Chevalier vacille, la hiérarchie bouge

Longtemps considéré comme un maillon solide chez les Bleus, Lucas Chevalier traverse une période nettement plus trouble. Relégué sur le banc au PSG, en manque de rythme et de confiance, l’ancien Lillois a vu son statut glisser ces dernières semaines.
Didier Deschamps lui-même n’a pas cherché à masquer la situation, évoquant un joueur “dans une situation plus compliquée” avec un temps de jeu insuffisant. Et si Brice Samba a tenu à le soutenir publiquement, “on est derrière lui dans cette passe-là”, le constat est bien que la dynamique n’est plus favorable.

Une place de numéro 3 qui redevient accessible

Derrière Mike Maignan et Brice Samba, solidement installés, la troisième place n’est plus verrouillée. Le déclassement progressif de Chevalier, désormais numéro 3 et sans minutes lors du dernier rassemblement, a relancé la concurrence.
D’autant que son état de forme inquiète en interne. Moins serein, moins tranchant à l’entraînement, il n’offre plus les garanties d’il y a quelques mois.
Dans ce contexte, plusieurs profils restent à l’affût : Alphonse Areola, Jean Butez, Guillaume Restes… et Robin Risser.

Risser coche des cases au bon moment

Non retenu avec les A, le portier lensois continue pourtant de faire son chemin. Titulaire avec les Espoirs hier, il a livré une prestation sérieuse, ne cédant qu’une seule fois, sur penalty.
Rien de spectaculaire, mais une copie propre, maîtrisée, qui confirme sa régularité depuis le début de saison.
Surtout, Robin Risser présente un profil intéressant dans cette course de fond : du temps de jeu, de la progression et une dynamique positive. Trois éléments qui comptent à l’approche d’une grande compétition.

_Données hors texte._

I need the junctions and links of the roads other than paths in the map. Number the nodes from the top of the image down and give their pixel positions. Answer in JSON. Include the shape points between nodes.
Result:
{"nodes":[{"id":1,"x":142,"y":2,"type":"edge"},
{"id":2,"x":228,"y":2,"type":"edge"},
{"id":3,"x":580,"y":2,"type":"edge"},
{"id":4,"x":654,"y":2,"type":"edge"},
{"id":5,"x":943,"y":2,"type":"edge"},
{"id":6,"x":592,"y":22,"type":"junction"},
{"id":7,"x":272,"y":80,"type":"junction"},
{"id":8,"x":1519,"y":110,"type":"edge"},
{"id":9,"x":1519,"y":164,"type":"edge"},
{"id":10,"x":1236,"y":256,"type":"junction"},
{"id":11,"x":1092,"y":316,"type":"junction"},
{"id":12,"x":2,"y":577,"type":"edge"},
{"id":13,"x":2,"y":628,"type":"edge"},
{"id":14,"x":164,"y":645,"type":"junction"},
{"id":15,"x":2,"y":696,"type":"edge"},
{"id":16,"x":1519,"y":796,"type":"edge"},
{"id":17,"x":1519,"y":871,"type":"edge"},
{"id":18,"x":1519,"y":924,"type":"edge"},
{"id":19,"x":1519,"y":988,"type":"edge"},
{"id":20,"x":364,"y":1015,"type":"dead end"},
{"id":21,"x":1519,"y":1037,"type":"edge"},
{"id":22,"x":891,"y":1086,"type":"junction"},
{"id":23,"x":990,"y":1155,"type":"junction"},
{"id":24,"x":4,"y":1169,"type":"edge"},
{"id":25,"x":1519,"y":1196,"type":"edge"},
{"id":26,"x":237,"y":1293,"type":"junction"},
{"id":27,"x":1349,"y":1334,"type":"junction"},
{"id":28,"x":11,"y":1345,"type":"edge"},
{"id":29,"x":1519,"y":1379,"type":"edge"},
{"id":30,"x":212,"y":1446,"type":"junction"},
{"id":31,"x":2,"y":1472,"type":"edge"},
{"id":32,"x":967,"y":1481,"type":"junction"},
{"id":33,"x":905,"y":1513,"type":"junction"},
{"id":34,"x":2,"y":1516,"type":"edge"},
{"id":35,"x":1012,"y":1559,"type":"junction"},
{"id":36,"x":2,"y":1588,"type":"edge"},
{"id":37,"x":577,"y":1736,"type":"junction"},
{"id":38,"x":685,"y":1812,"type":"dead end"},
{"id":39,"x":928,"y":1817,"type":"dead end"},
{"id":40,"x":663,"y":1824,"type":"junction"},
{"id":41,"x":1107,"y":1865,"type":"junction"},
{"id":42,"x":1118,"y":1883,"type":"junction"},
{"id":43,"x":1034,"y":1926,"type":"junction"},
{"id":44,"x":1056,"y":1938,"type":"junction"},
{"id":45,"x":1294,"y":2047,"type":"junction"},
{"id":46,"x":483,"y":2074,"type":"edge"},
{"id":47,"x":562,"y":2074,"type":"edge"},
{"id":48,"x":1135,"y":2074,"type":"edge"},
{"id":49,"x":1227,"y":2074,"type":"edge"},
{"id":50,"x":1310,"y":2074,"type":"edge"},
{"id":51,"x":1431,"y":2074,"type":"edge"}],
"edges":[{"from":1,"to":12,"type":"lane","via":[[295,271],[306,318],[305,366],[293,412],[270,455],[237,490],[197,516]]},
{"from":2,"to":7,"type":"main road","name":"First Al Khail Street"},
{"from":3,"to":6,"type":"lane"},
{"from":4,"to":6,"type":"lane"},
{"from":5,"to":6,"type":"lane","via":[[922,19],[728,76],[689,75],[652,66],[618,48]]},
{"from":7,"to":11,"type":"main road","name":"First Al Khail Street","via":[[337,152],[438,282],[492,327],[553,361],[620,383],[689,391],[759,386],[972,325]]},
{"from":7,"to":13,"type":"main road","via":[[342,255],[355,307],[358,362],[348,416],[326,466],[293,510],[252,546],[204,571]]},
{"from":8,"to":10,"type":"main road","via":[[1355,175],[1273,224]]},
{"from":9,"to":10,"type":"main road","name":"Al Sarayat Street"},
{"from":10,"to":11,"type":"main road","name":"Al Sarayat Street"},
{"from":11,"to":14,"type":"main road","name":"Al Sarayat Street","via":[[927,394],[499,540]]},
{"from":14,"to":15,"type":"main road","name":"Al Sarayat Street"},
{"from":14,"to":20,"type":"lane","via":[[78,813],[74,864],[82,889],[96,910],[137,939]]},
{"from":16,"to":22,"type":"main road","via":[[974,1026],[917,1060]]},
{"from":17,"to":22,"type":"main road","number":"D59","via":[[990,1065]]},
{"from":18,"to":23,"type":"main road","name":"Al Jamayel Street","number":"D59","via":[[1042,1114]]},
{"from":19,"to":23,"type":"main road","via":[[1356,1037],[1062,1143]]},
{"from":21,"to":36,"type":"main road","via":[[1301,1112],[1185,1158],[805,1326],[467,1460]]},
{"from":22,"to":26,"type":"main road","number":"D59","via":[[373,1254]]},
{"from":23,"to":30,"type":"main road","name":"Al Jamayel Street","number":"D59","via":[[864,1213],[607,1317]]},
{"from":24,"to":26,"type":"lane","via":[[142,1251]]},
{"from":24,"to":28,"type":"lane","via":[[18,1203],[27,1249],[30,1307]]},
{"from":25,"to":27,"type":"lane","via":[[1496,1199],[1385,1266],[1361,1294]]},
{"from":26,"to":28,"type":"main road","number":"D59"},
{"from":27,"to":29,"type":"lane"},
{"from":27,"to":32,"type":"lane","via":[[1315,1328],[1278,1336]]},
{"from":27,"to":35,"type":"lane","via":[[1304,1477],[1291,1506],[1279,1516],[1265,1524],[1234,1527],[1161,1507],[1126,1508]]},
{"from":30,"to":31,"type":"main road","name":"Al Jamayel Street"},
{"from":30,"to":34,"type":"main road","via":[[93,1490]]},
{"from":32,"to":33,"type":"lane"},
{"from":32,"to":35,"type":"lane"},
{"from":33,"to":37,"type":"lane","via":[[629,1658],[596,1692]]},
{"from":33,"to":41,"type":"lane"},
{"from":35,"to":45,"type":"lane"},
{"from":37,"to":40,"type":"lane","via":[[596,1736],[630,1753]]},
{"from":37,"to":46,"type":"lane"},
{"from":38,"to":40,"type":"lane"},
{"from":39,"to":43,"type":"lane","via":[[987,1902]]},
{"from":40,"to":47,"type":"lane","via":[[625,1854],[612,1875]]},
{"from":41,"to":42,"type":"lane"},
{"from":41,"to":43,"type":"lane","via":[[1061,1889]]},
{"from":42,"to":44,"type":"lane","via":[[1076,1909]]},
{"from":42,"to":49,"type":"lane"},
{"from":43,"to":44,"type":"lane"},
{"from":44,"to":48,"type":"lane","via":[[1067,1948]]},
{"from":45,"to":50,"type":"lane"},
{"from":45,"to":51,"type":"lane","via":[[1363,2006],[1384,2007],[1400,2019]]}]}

Une fin de saison sous surveillance

Didier Deschamps l’a toujours répété : la forme du moment pèse lourd dans ses choix. Et dans ce domaine, les cartes sont encore loin d’être totalement distribuées.
La fin de saison du RC Lens sera scrutée de près. Performances, constance, gestion des grands rendez-vous… autant de critères qui pourraient faire pencher la balance.
Aujourd’hui, Robin Risser n’est pas en pole position. Mais dans une hiérarchie fragilisée, il reste clairement dans la course.
Et pour un rôle de numéro 3, cela pourrait bien suffire.